- [What is being asked]: Look over the entries that follow. Report how many lines contain "roads", with nothing else.

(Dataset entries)
◆ ◆ ◆ ◆ ◆ ◆ ◆
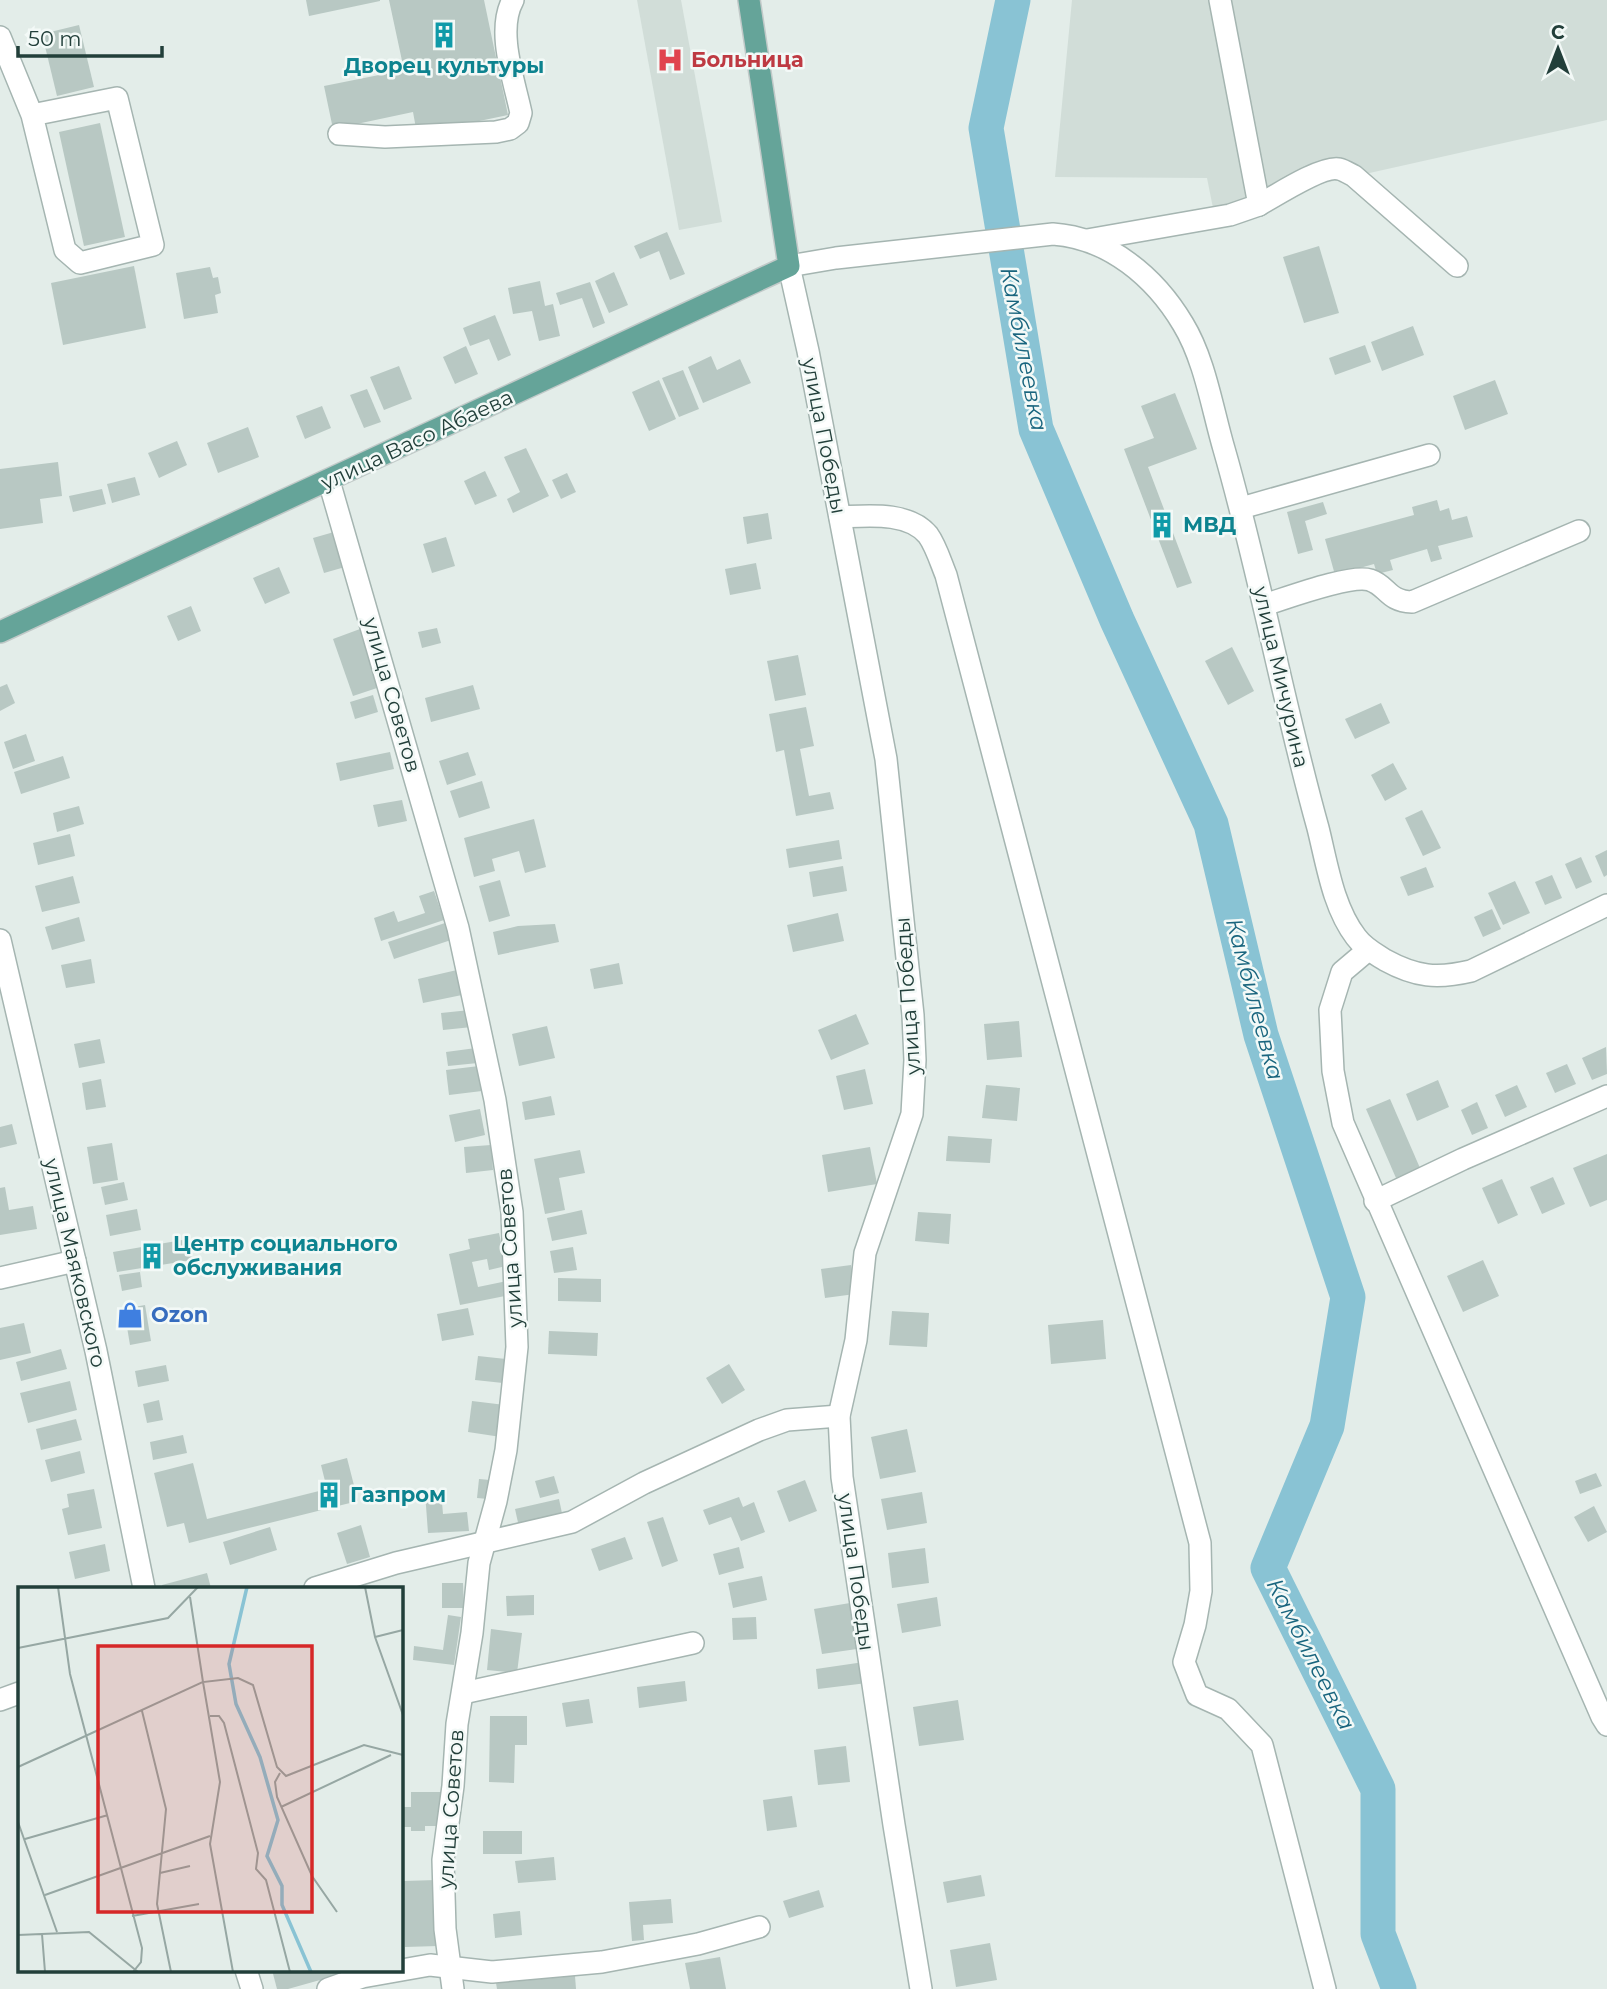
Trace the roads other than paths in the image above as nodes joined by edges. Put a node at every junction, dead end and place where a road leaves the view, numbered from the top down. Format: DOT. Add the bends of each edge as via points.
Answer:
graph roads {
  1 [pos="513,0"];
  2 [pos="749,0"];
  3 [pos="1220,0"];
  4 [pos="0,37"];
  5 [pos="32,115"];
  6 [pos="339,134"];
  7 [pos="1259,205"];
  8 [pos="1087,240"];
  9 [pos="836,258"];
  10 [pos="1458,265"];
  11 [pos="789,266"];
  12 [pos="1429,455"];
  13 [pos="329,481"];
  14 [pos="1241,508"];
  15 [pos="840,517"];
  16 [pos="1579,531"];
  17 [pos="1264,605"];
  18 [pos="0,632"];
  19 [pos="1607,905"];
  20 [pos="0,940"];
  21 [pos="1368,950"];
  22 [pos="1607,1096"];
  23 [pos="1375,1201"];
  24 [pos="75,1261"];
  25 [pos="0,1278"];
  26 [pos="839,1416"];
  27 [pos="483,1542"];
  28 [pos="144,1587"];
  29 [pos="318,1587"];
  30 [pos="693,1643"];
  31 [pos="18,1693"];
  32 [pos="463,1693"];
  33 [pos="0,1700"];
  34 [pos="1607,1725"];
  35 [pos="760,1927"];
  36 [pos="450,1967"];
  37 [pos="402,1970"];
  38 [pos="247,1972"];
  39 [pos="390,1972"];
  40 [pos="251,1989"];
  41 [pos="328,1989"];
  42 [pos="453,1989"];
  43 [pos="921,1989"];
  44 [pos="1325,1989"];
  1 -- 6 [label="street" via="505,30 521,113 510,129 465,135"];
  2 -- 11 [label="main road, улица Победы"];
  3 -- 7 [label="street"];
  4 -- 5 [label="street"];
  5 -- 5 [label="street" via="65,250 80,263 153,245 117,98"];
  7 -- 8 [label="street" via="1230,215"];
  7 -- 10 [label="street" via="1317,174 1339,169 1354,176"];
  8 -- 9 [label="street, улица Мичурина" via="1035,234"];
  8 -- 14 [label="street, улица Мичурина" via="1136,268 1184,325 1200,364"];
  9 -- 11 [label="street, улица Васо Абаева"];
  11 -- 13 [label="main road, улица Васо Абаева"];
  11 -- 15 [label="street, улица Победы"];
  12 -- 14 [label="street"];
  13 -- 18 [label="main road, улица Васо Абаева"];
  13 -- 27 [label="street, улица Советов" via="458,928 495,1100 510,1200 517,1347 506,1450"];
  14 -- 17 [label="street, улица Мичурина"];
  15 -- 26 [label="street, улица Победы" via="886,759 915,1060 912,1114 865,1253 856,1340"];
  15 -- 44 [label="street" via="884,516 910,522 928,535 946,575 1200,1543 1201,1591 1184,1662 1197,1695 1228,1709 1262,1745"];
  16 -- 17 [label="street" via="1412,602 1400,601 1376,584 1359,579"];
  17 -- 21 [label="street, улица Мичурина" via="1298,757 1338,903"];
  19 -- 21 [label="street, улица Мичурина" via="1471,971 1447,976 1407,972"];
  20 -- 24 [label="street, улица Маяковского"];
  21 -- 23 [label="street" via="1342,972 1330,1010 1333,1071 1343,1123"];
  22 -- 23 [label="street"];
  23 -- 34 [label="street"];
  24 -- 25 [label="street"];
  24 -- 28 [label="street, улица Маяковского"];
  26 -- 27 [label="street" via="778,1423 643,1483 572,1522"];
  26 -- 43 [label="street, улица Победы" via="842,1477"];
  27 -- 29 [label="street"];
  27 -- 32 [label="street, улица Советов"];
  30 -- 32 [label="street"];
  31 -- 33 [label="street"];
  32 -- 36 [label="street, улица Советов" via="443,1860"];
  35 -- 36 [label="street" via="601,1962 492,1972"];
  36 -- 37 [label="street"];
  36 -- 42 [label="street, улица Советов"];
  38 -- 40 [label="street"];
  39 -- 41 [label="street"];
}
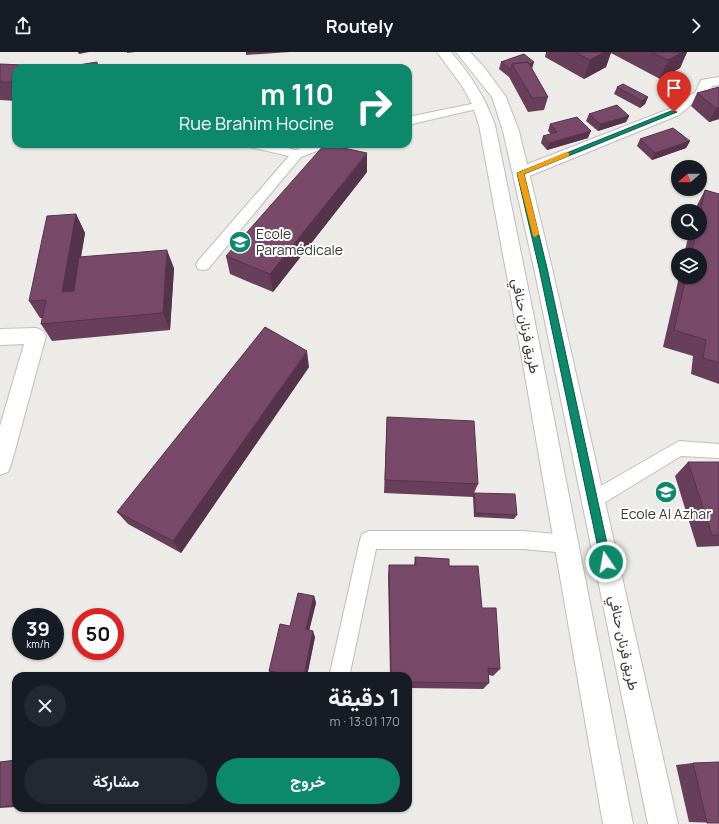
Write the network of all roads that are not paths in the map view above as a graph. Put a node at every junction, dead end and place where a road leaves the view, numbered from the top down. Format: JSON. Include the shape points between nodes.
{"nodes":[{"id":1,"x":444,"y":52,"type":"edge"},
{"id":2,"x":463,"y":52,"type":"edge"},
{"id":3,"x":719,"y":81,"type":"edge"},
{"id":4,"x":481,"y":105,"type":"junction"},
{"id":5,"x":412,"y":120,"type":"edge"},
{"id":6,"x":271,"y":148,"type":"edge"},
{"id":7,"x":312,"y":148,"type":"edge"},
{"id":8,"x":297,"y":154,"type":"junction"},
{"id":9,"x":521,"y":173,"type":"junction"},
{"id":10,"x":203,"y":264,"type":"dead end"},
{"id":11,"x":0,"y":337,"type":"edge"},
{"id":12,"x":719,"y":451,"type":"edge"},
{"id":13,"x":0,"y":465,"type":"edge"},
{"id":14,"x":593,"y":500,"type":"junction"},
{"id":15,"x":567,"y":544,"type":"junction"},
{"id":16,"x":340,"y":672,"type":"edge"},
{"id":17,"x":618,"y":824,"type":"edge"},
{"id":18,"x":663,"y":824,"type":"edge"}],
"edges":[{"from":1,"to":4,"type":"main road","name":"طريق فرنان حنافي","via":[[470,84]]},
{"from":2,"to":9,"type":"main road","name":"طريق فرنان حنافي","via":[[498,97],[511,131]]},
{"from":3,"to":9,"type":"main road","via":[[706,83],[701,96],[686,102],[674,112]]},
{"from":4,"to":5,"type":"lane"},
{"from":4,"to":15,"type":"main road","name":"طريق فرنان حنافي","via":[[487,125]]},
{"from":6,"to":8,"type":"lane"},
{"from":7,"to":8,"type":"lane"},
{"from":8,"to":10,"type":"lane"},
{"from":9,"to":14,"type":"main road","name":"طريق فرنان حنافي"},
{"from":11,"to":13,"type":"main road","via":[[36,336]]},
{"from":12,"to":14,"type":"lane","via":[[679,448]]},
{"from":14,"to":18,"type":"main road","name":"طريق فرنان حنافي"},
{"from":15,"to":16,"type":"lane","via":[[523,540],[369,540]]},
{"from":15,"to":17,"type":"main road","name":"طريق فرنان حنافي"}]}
◆ ◆ ◆ ◆ ◆ ◆ ◆
- [Solution for this task]: 3